Publicado em: Jornal Global, Fevereiro de 2005

Texto de Renato Soeiro e Carmen Hilário

Uma grande polémica atravessa, já, o movimento sindical e político da Europa: a proposta de Directiva relativa aos serviços no mercado interno, aprovada em 13 de Janeiro de 2004 pela Comissão Europeia (CE). Este polémico texto foi redigido por Frederik Bolkestein, então co- missário europeu, que do pas- sado trazia um invejável curriculum ex-director da Shell, ministro holandês do Comércio e, em seguida, da Defesa, além de presidente da Internacional Liberal.
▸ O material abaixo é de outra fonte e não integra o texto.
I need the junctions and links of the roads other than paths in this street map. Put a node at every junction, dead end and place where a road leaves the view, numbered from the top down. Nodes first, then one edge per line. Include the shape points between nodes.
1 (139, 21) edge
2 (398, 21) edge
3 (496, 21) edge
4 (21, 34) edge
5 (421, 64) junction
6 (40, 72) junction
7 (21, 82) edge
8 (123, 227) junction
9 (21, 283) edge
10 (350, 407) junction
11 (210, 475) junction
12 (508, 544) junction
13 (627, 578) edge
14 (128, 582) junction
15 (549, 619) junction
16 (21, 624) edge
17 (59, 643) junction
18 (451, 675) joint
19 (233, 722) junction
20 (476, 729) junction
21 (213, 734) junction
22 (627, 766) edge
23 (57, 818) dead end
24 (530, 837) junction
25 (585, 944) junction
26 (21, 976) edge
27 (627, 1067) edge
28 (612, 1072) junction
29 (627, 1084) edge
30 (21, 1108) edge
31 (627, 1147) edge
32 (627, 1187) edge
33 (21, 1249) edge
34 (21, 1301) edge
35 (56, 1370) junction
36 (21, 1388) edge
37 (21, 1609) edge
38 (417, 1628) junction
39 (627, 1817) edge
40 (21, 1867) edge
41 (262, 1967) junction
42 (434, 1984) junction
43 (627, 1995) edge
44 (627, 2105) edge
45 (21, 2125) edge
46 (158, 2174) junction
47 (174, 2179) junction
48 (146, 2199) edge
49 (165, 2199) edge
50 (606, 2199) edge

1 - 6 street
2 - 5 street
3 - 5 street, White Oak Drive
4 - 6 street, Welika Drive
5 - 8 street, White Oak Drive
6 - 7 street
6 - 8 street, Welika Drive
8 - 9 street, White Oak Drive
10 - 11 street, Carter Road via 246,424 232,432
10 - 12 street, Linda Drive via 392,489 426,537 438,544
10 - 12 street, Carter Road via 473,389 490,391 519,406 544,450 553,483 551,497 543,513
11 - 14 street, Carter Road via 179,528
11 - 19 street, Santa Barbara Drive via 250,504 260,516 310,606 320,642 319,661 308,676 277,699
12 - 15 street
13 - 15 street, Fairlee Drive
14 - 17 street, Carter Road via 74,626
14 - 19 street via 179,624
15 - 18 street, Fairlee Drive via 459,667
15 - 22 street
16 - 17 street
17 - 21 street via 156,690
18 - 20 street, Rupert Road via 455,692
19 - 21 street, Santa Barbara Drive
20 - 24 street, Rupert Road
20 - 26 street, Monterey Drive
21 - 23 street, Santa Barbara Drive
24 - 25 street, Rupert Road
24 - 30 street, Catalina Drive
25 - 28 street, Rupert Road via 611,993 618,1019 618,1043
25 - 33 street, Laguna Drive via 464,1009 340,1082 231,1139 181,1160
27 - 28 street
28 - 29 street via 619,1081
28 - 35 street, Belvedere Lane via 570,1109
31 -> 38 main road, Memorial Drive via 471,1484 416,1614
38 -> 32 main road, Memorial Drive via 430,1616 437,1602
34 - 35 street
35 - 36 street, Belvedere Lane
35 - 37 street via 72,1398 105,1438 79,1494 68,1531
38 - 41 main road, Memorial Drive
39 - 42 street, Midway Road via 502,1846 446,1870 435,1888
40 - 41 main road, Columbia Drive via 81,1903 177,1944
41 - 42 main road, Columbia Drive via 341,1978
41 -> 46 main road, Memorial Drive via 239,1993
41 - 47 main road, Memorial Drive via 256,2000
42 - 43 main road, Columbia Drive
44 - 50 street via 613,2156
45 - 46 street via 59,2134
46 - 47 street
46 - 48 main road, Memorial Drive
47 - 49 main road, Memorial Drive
A “Directiva Bolkestein” inscreve-se no processo de reformas lançado pelo Conselho Europeu de Lisboa do primeiro semestre de 2000. Desse conclave resultou um documento que Blair e Aznar prepararam, mas que ficaria conhecido como Estratégia de Lisboa. Para realizar a ambição deste documento - transformar a União Europeia (UE), até 2010, no “espaço económico mais dinâmico e competitivo do mundo” - as elites de Bruxelas consideram fundamental a criação do mercado interno no domínio dos serviços, sem os “obstáculos que o obstruem”. Tratando-se de uma Directiva-quadro, a proposta visa criar um quadro jurídico aplicável a cerca de 50 por cento do PIB europeu e a 60 por cento do emprego na União. Ou seja, tem consequências de enorme amplitude, que se estendem da mediação do emprego temporário à indústria da construção civil, e do comércio ao abastecimento de água, aos infantários ou à televisão, sem excluir serviços de saúde e prestação de assistência... Um processo legislativo coerente e uniforme para realidades tão distintas é quase uma odisseia. Mas foi a isso mesmo que o comissário se atirou.

O “país de origem”

Em substância, trata-se de remover quer os obstáculos nacionais à liberdade de estabele cimento, quer os obstáculos à livre circulação dos serviços em espaço comunitário. Para tanto, a proposta introduz o “princípio do país de origem”, por força do qual os prestadores de serviços só estão sujeitos à lei do país de onde são provenientes. Este princípio não se encontra expressamente consagrado em nenhum dos tratados europeus e foi inicialmente concebido para o domínio da livre circulação de mercadorias. Exemplificando, um produto oriundo do país A pode ser vendido no país B da União, desde que a sua qualidade tenha sido certificada no país A. Agora, Bolkestein quer adaptar e alargar este critério a boa parte do trabalho contratado no espaço comunitário - fazendo dele a norma para a circulação dos trabalhadores. A Comissão defende que a consagração deste princípio é o único modo realista de conciliar a “livre circulação” com a manutenção dos diferentes regimes jurídicos existentes nos Estados-membros. Como se verá, este é um ponto decisivo da directiva em causa.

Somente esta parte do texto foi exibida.